This patch introduces three kfunc dedicated for kexec_file_load.

In the case of kexec, kexec_trylock() ensures no concurrent, which
relieves the kexec bpf kfunc design. (Maybe later, a dedicate
BPF_PROG_TYPE_KEXEC to limit their use case to improve the safety)

bpf_kexec_decompress(): It creates a bridge to the kernel decompressor,
avoiding the need to reimplement the lib/decompress_* in bpf-programs.

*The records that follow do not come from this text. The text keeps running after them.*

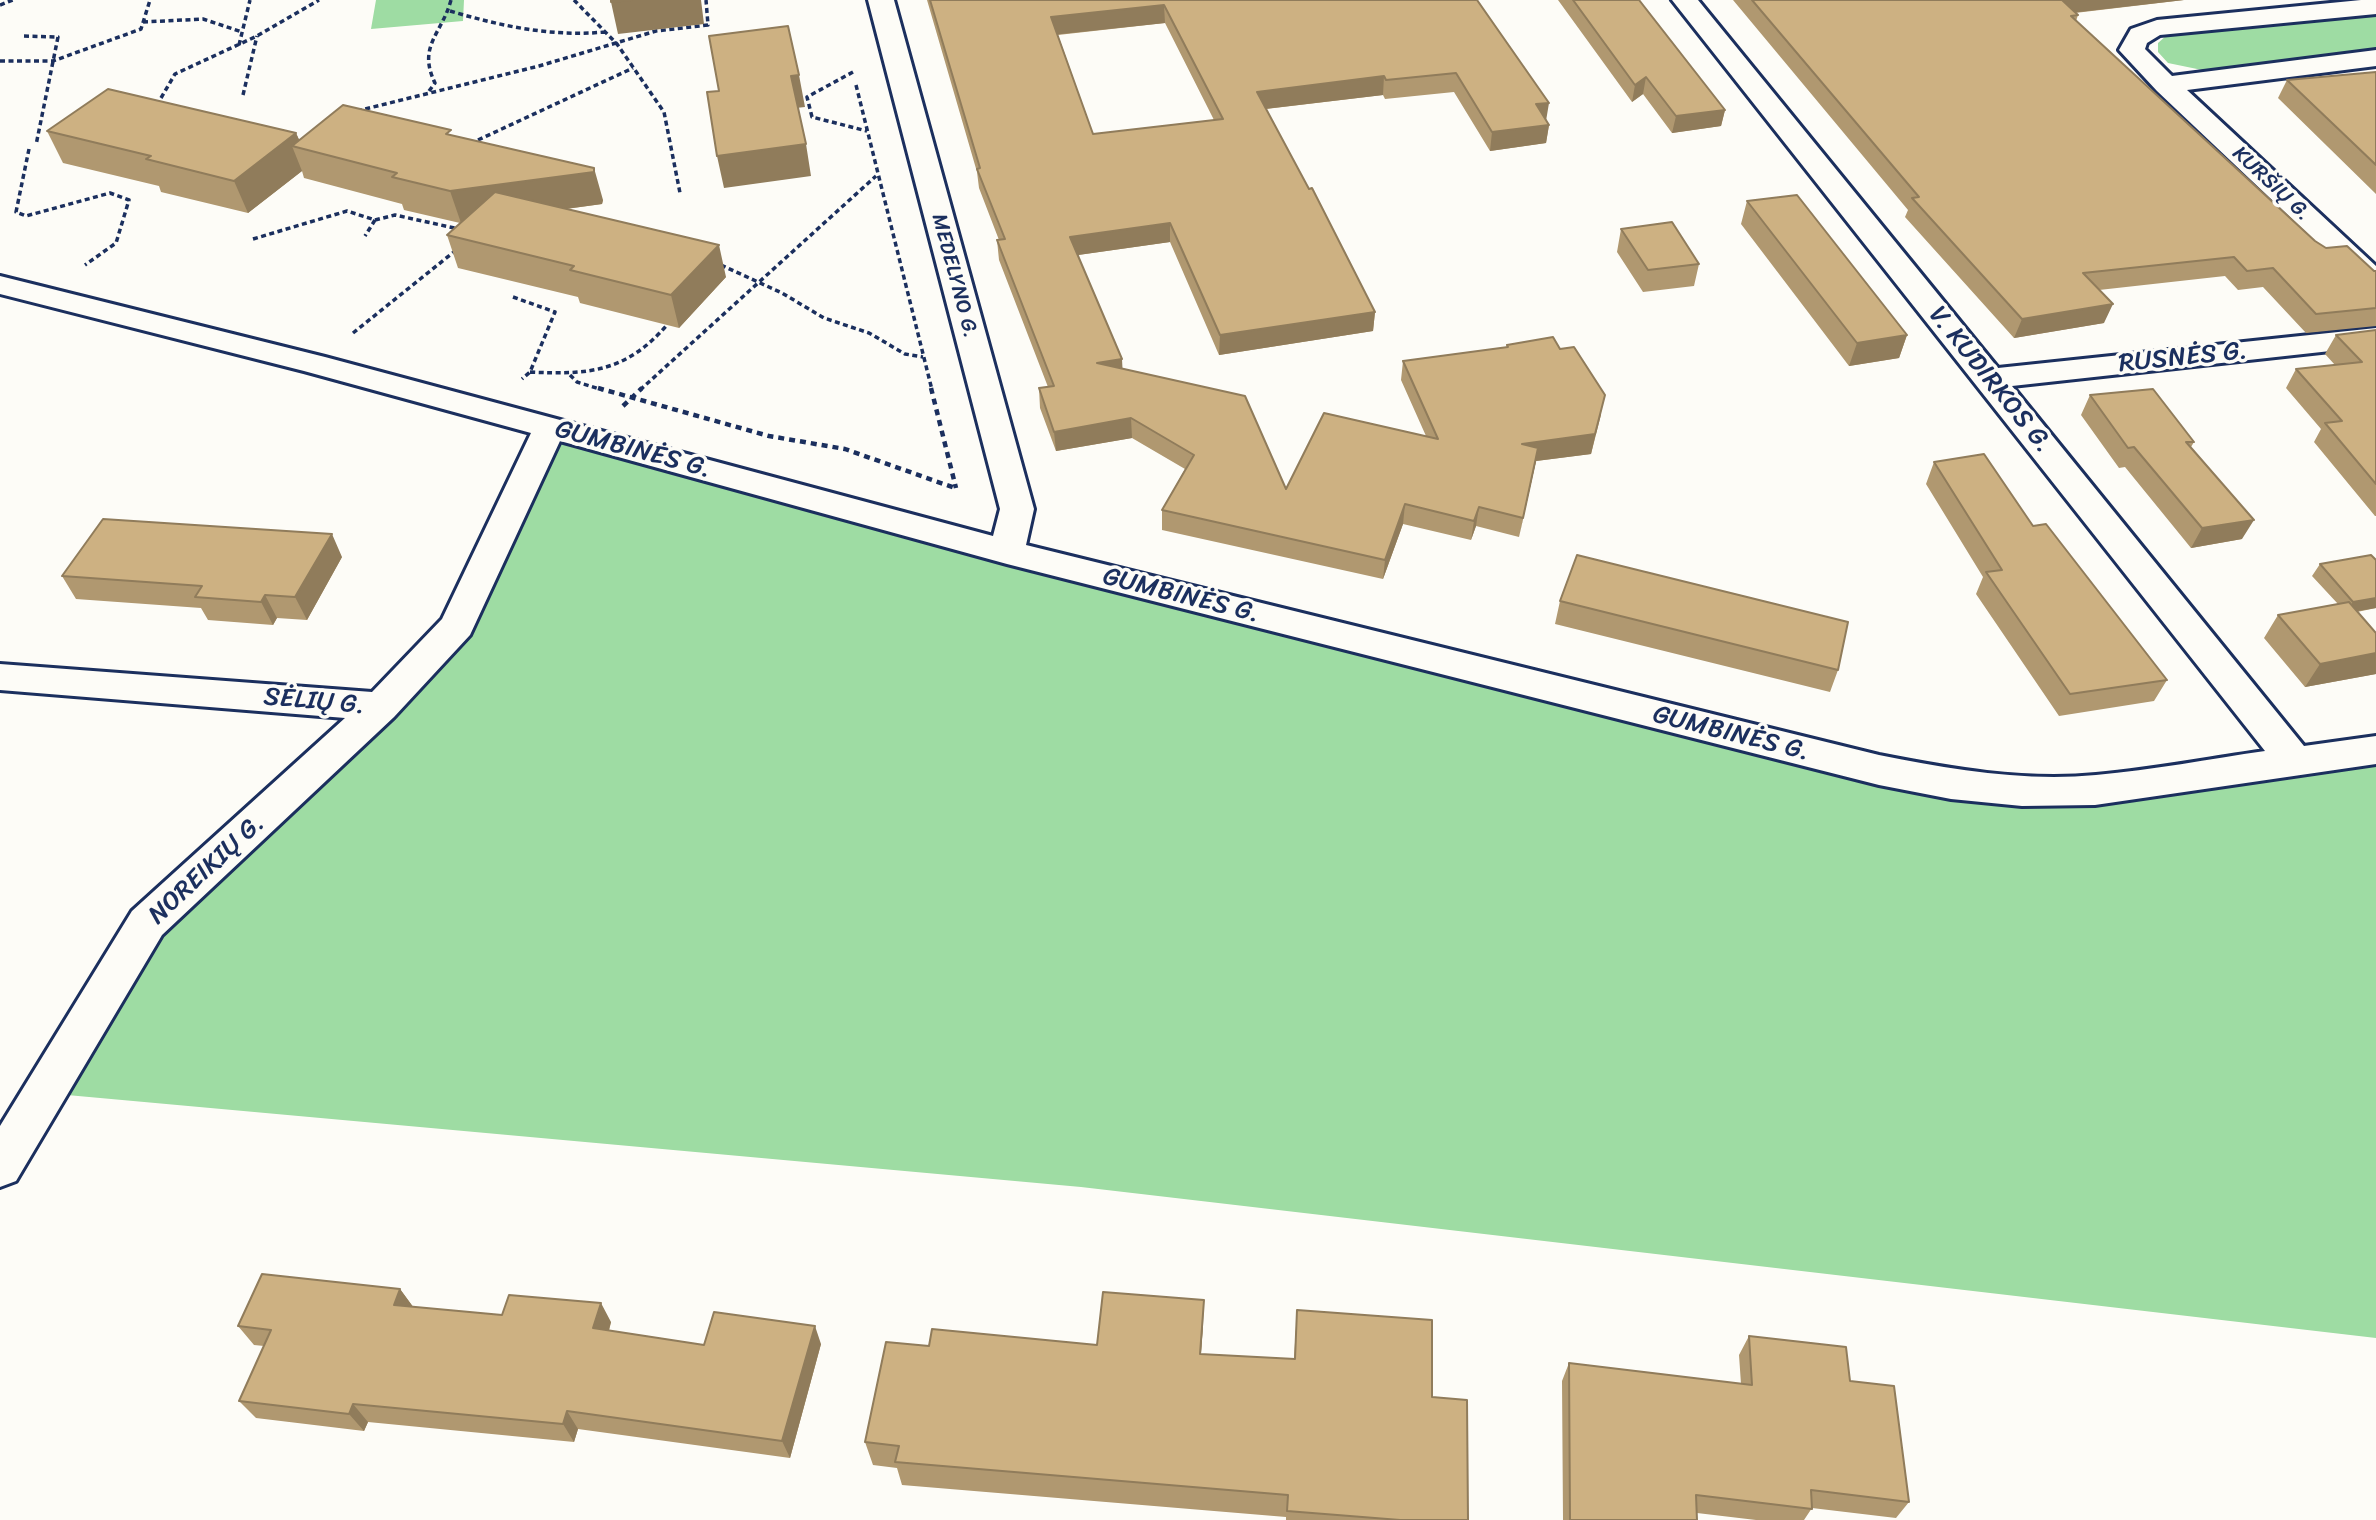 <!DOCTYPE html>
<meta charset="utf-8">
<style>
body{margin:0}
canvas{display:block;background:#fdfcf7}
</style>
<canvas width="2376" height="1520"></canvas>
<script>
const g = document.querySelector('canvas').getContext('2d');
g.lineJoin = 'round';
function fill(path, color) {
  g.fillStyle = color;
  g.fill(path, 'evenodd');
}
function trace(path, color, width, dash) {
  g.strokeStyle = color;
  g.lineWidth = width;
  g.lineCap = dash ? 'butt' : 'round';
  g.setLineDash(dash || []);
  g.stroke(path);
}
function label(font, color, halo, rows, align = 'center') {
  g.font = font + ' Sriracha,sans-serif';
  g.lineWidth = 7;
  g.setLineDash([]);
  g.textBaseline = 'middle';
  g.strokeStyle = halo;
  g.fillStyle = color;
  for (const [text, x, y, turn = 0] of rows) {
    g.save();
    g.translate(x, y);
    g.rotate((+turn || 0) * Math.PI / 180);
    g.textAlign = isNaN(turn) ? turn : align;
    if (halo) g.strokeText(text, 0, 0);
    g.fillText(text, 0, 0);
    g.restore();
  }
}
const green = new Path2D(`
 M376,0H464L463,21L371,29Z
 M2376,12V51L2202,70L2168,63L2158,52V43L2167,35L2176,33Z
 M550,427L1007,552L2022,791L2376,750V1338L1081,1187L45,1093L147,923L457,626Z`);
const pathFar1 = new Path2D(`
 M574,0L617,44L664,112L680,193
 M0,5L13,0
 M450,11C501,26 551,37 605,32
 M143,22L203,19L242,32
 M24,36L58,37L36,145
 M239,45L250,0
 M0,61H53L141,29L150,0
 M853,72L807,97L812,117L867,131
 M856,85L932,390
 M429,91L435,83C417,46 442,34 451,0
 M243,95L257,36
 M161,98L175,74L257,36L319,0
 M357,111L539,66L656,31L708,25L706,0
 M478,140L633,68
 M29,149L16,212L26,216L110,193L129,200L116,243L85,265
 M375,220L395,215L459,229
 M253,239L347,211L375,220L365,236
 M721,265L782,293L824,318L869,333L905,354L923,357
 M513,297L555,312L530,372L522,379
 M353,333L455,251
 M530,372C589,375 626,372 667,325
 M570,375L577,382L603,390
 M640,390L876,176`);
const path = new Path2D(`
 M598,388L769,436L845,449L955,488
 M931,388L956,488
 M623,406L642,388`);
const minor = new Path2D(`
 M868,0H894L1034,509L1026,545L1879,755C1950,769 2023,782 2096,775C2153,770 2209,759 2265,751L1672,0H1698L1998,368L2376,328V346L2012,386L2304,746L2376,736V764L2095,805L2022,806L1951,799L1879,785L1007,564L560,441L470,635L394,717L162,935L16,1181L0,1187V1126L132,911L345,718L0,690V664L372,692L442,619L531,433L304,371L0,294V276L325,357L993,536L1000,509Z
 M2361,0H2376V14L2160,35L2147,43L2145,49L2172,76L2376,50V66L2187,90L2376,266V291L2365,288L2157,91L2119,50L2131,29L2157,20Z`);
const wall = new Path2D(`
 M927,0H1477L1549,125L1546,143L1490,151L1454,92L1385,99L1383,95L1266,109L1375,312L1373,331L1219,355L1170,242L1078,255L1122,368L1286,489L1426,436L1401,380L1403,361L1507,348V345L1601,415L1591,454L1536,461L1519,537L1476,526L1471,540L1403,524L1383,579L1162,530V510L1185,469L1132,438L1056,451L1040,408L1039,388L1048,387L999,260L997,240H999L979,188L977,172ZM1165,23L1214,120L1093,134L1058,35Z
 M1558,0H1639L1725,110L1721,126L1672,133L1643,94L1632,102Z
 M1733,0H2184L2075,13L2078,15L2076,21L2315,241L2326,248L2376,271V326L2306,333L2263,287L2238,290L2225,276L2099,290L2104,323L2014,338L1905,217L1908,210Z
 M2376,72V194L2278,98L2287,80Z
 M47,131L296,133L299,140L452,135L603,200L602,204L566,209L726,277L679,328L580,303L578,297L458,268L447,235L460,223L404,210L402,204L304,178L302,171L248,213L161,192L159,186L63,163Z
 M1747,201L1907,335L1899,358L1849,366L1741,224Z
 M1621,229L1699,264L1694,286L1643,292L1617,252Z
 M2376,330V516H2375L2314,442L2321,429L2286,388L2296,369L2335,365L2325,354L2336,335Z
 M2090,395L2194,442L2191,447L2242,539L2191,548L2125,467L2119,468L2081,415Z
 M1934,462L2033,526L2167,680L2154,701L2059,716L1976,594L1983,577L1926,484Z
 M342,557L307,620L277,618L273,625L208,620L201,608L76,599L62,576Z
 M2320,564L2376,608L2357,612L2376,633V674L2305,687L2264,638L2278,615L2338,604L2312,576Z
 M1560,601L1838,670L1830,692L1555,624Z
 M400,1289L413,1307L502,1315L611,1322L609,1331L704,1345L821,1344L790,1458L578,1429L574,1442L368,1422L364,1431L256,1418L239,1401L264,1346L254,1345L238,1326Z
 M1297,1310L1432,1397L1468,1520H1286V1517L902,1485L897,1468L873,1465L865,1442L929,1346L1097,1345L1203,1325L1201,1354L1294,1359Z
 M1749,1336L1850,1381L1909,1502L1896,1518L1812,1508L1804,1520H1756L1697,1513V1520H1563L1562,1381L1569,1363L1741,1384L1739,1355Z`);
const shadedWall = new Path2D(`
 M632,0H701L704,24L618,34L611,2Z
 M2058,0H2184L2053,15Z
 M1164,5L1165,23L1052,35L1051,17Z
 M799,75L805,107L796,108L791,76Z
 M1384,76L1383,95L1256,110L1257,92Z
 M1646,77L1643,94L1632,102L1635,85Z
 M1549,103L1546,121L1536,104Z
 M1725,110L1721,126L1672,133L1676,116Z
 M1549,125L1546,143L1490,151L1492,132Z
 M296,133L303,148L292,146L302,171L248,213L234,181Z
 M806,144L811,176L724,188L717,156Z
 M594,168L603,200L602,204L461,223L450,191Z
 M1170,223V242L1071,256L1070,237Z
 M719,245L726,277L679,328L671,295Z
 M2113,304L2104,323L2014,338L2022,319Z
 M1375,312L1373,331L1219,355L1220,335Z
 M1907,335L1899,358L1849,366L1857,343Z
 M1122,359L1123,378L1097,363Z
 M1605,395L1591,454L1536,461L1519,537L1523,518L1522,444Z
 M1131,418L1132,438L1056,451L1054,432Z
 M1405,504L1403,524L1383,579L1385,560Z
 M1479,507L1476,526L1471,540L1474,521Z
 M2254,520L2242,539L2191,548L2202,528Z
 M332,534L342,557L307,620L295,597Z
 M265,595L277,618L273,625L261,602Z
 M2376,598V608L2346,613L2353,602Z
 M2376,653V674L2305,687L2320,664Z
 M400,1289L414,1308L394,1305Z
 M1204,1300L1203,1325L1199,1378L1200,1354Z
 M601,1303L611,1322L604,1347L593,1328Z
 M815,1326L821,1344L790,1458L782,1441Z
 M353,1404L368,1422L364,1431L349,1414Z
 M567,1411L578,1429L574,1442L563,1424Z`);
const building = new Path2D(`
 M611,0H632L611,2Z
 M930,0H1477L1549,103L1536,104L1549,125L1492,132L1456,73L1386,80L1384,76L1257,92L1309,189L1312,188L1375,312L1220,335L1170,223L1070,237L1122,359L1097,363L1245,396L1286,489L1324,413L1438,439L1403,361L1508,347L1507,345L1553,337L1560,349L1574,347L1605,395L1595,434L1522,444L1538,448L1523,518L1479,507L1474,521L1405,504L1385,560L1162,510L1194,455L1131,418L1054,432L1039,388L1054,386L997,240L1005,239L977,169L980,168ZM1164,5L1223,119L1093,134L1051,17Z
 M1573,0H1639L1725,110L1676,116L1646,77L1635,85Z
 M1752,0H2062L2078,15L2071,16L2315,241L2326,248L2347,246L2374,271H2376V308L2316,314L2273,268L2247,271L2234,257L2083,273L2113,304L2022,319L1912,198L1919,197Z
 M788,26L799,75L791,76L806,144L717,156L707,92L719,91L709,36Z
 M2376,72V165L2287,80Z
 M108,89L296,133L234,181L146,159L151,156L47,131Z
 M343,105L451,130L446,134L594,168V172L450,191L392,177L397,173L292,146Z
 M495,192L719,245L671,295L570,270L574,266L447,235Z
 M1797,195L1907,335L1857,343L1747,201Z
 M1672,222L1699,264L1648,270L1621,229Z
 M2376,330V484L2325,423L2342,421L2296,369L2362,362L2336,335Z
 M2153,389L2194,442H2186L2254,520L2202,528L2134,447L2128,448L2090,395Z
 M1984,454L2033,526L2046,524L2167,680L2070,694L1986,572L2002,570L1934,462Z
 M103,519L332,534L295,597L265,595L261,602L195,597L202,586L62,576Z
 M1577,555L1848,622L1838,670L1560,601Z
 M2371,555L2376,560V598L2353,602L2320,564Z
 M2349,602L2376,633V653L2320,664L2278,615Z
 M262,1274L400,1289L394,1305L502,1315L509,1295L601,1303L593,1328L704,1345L714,1312L815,1326L782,1441L567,1411L563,1424L353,1404L349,1414L239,1401L271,1330L238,1326Z
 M1103,1292L1204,1300L1200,1354L1295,1359L1297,1310L1432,1320V1397L1467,1400L1468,1520H1400L1287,1511L1288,1495L895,1462L899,1446L865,1442L886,1342L929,1346L932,1329L1097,1345Z
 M1749,1336L1846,1347L1850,1381L1894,1386L1909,1502L1811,1490L1812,1509L1696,1495L1697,1520H1570L1569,1363L1752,1385Z`);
const farStreetnames = [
 ["KURŠIŲ G.",2271,184,43],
 ["MEDELYNO G.",954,276,75]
];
const streetNames = [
 ["RUSNĖS G.",2183,358,-6],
 ["V. KUDIRKOS G.",1990,380,51],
 ["GUMBINĖS G.",633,450,15],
 ["GUMBINĖS G.",1181,596,14],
 ["SĖLIŲ G.",314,702,5],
 ["GUMBINĖS G.",1731,734,14],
 ["NOREIKIŲ G.",207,870,-43]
];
fill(green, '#9edca3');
trace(minor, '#1b2f5e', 6);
trace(pathFar1, '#1b2f5e', 3.5, [5, 3.5]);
trace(path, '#1b2f5e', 4.5, [6, 5]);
fill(minor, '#fdfcf7');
fill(wall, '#b09870');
fill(shadedWall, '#907c5b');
fill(building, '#cdb182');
trace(building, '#907c5b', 2);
label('21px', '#1b2f5e', '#fdfcf7', farStreetnames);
label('26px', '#1b2f5e', '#fdfcf7', streetNames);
</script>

bpf_kexec_result_release(): It releases the resource when bpf-prog is
done with that.

bpf_kexec_carrier(): The common data flow in bpf scheme is from kernel
to bpf-prog.  In the case of kexec_file_load, the kexec component needs
to buffer the parsed result by bpf-prog (opposite the usual direction)
to the next stage parsing. bpf_kexec_carrier() makes the opposite data
flow possible. A bpf-prog can publish the parsed payload address to the
kernel, and the latter can copy them for future use.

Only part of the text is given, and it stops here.